* _To do_: Where does the word "paths" show up in the data? Please find each such line and copy it.

[Stored records]
•••••

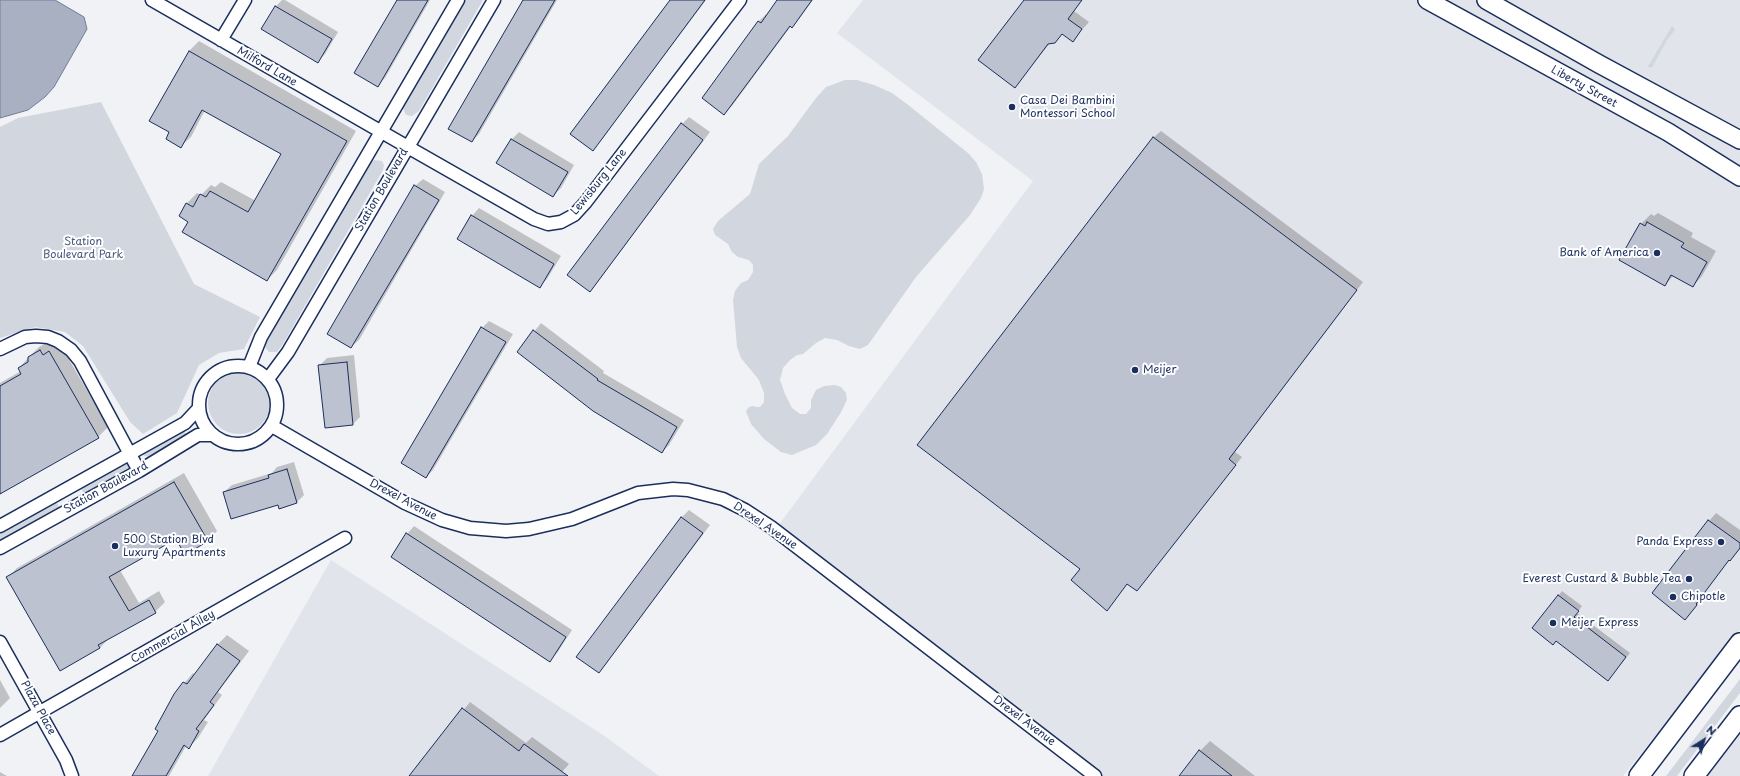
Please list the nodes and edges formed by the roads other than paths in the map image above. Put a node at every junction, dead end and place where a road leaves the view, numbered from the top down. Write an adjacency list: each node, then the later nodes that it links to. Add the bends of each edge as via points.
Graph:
1 (152, 0): 8 (street, Milford Lane)
2 (245, 0): 8 (street)
3 (458, 0): 9 (street)
4 (494, 0): 11 (street, Station Boulevard)
5 (740, 0): 11 (street, Lewisburg Lane, via 585,203 574,215 561,222 548,224 534,219)
6 (1428, 0): 12 (street, Liberty Street, via 1668,132)
7 (1486, 0): 10 (street)
8 (221, 40): 9 (street, Milford Lane)
9 (382, 133): 11 (street, Lewisburg Lane); 14 (street, via 261,337)
10 (1740, 140)
11 (408, 148): 15 (street, Station Boulevard, via 288,352)
12 (1740, 177)
13 (0, 349): 19 (street, via 25,337 36,336 58,341 71,350 80,361)
14 (249, 367): 15 (street); 16 (street, via 224,368 213,374 200,396)
15 (268, 379): 17 (street, via 275,390 278,402 277,415)
16 (199, 408): 18 (street, via 201,418); 19 (street, Station Boulevard, via 185,423)
17 (272, 426): 18 (street, via 255,441 244,444 222,441); 32 (street, Drexel Avenue, via 405,503 442,520 470,528 506,531 529,529 572,519 638,493 672,489 688,490 723,499 771,527)
18 (213, 435): 20 (street, Station Boulevard, via 200,434)
19 (129, 454): 20 (street); 21 (street, Station Boulevard)
20 (138, 471): 22 (street, Station Boulevard)
21 (63, 491): 22 (street); 23 (street, Station Boulevard)
22 (72, 508): 25 (street, Station Boulevard)
23 (0, 526)
24 (345, 538): 28 (street, Commercial Alley)
25 (0, 548)
26 (0, 642): 28 (street, Plaza Place)
27 (1740, 643): 33 (main road)
28 (40, 713): 30 (street, Commercial Alley); 31 (street, Plaza Place)
29 (1740, 716): 34 (main road)
30 (0, 735)
31 (72, 776)
32 (1095, 776)
33 (1639, 776)
34 (1694, 776)

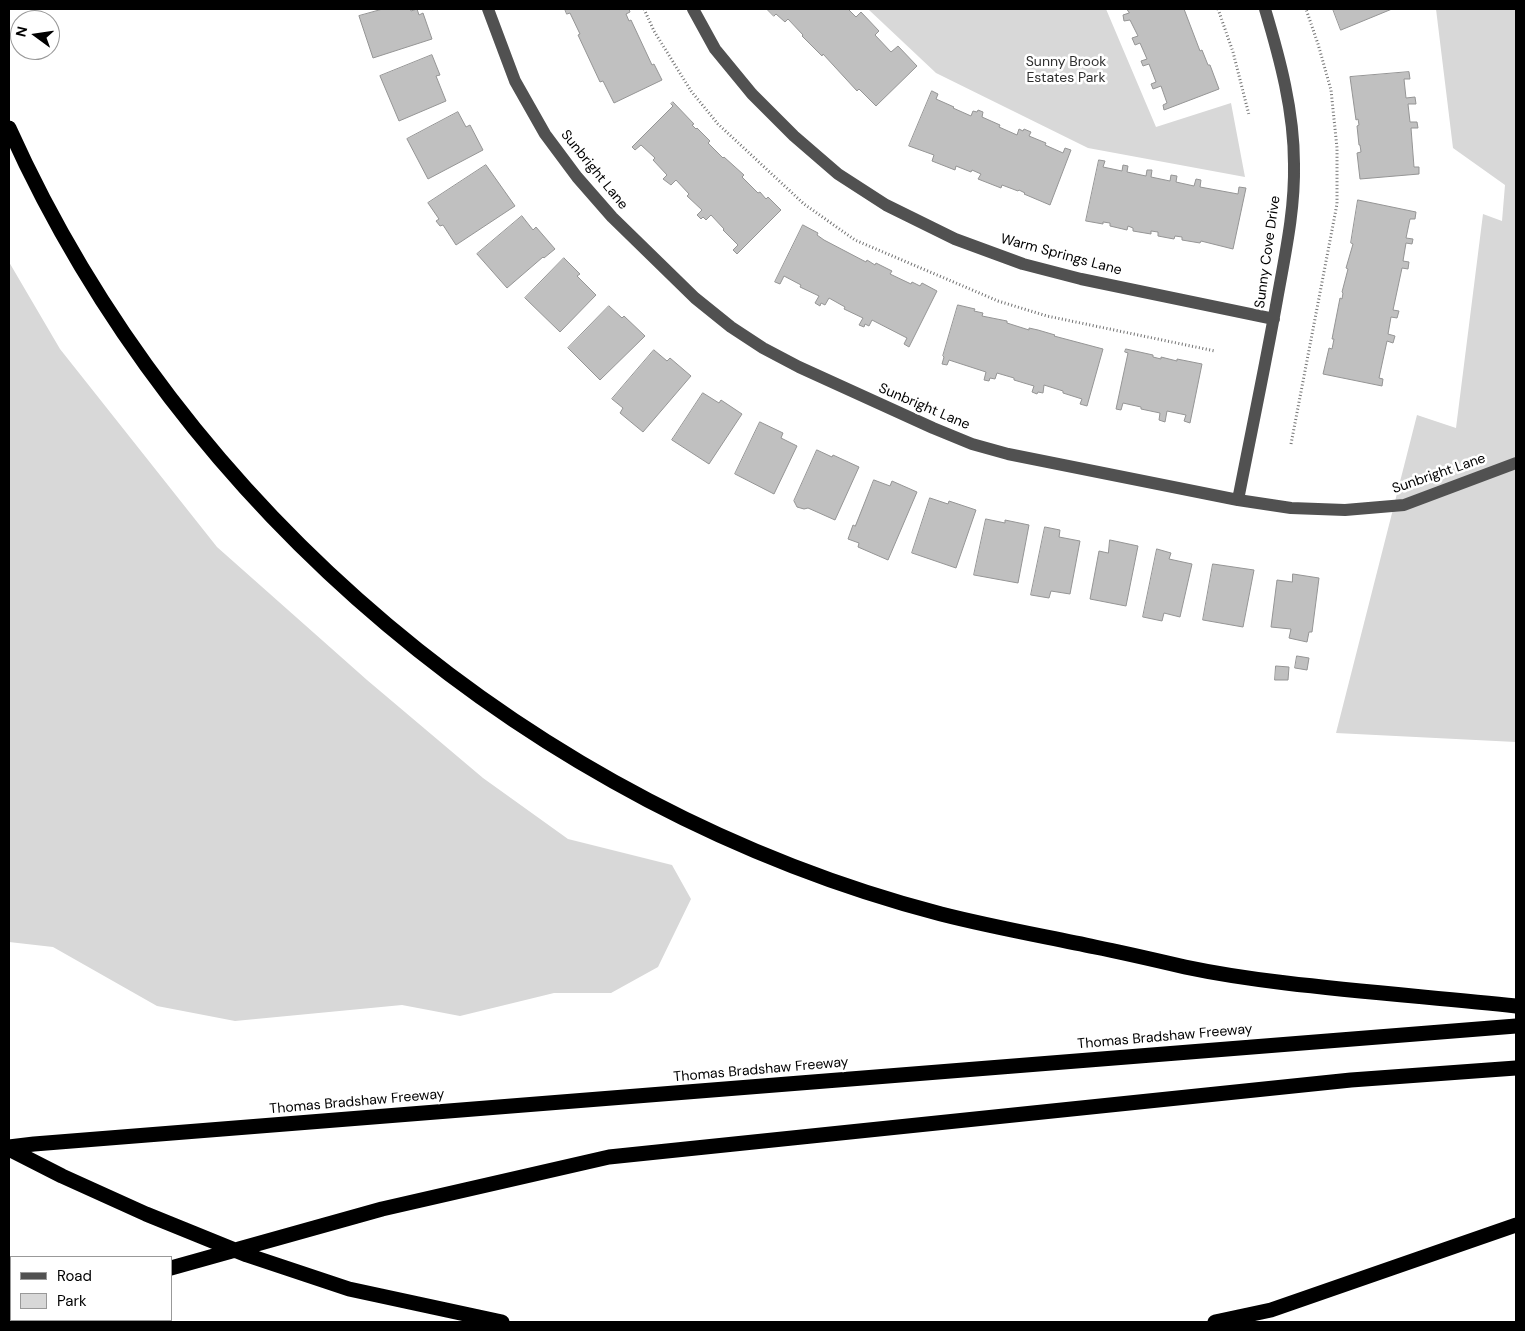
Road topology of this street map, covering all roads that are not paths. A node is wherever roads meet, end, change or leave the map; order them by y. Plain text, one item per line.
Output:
1 (488, 9) edge
2 (693, 9) edge
3 (1265, 9) edge
4 (9, 128) edge
5 (1274, 319) junction
6 (1516, 463) edge
7 (1238, 500) junction
8 (1516, 1006) edge
9 (1516, 1026) edge
10 (1516, 1068) edge
11 (9, 1148) edge
12 (1516, 1225) edge
13 (172, 1268) edge
14 (502, 1322) edge
15 (1215, 1322) edge

1 - 7 street, Sunbright Lane
2 - 5 street, Warm Springs Lane
3 - 5 street, Sunny Cove Drive
4 - 8 highway
5 - 7 street, Sunny Cove Drive
6 - 7 street, Sunbright Lane
9 - 11 highway, Thomas Bradshaw Freeway
10 - 13 highway
11 - 14 highway
12 - 15 highway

•••••

* _Reply to the exercise_:
Please list the nodes and edges formed by the roads other than paths in the map image above. Put a node at every junction, dead end and place where a road leaves the view, numbered from the top down. Write an adjacency list: each node, then the later nodes that it links to. Add the bends of each edge as via points.
Road topology of this street map, covering all roads that are not paths. A node is wherever roads meet, end, change or leave the map; order them by y. Plain text, one item per line.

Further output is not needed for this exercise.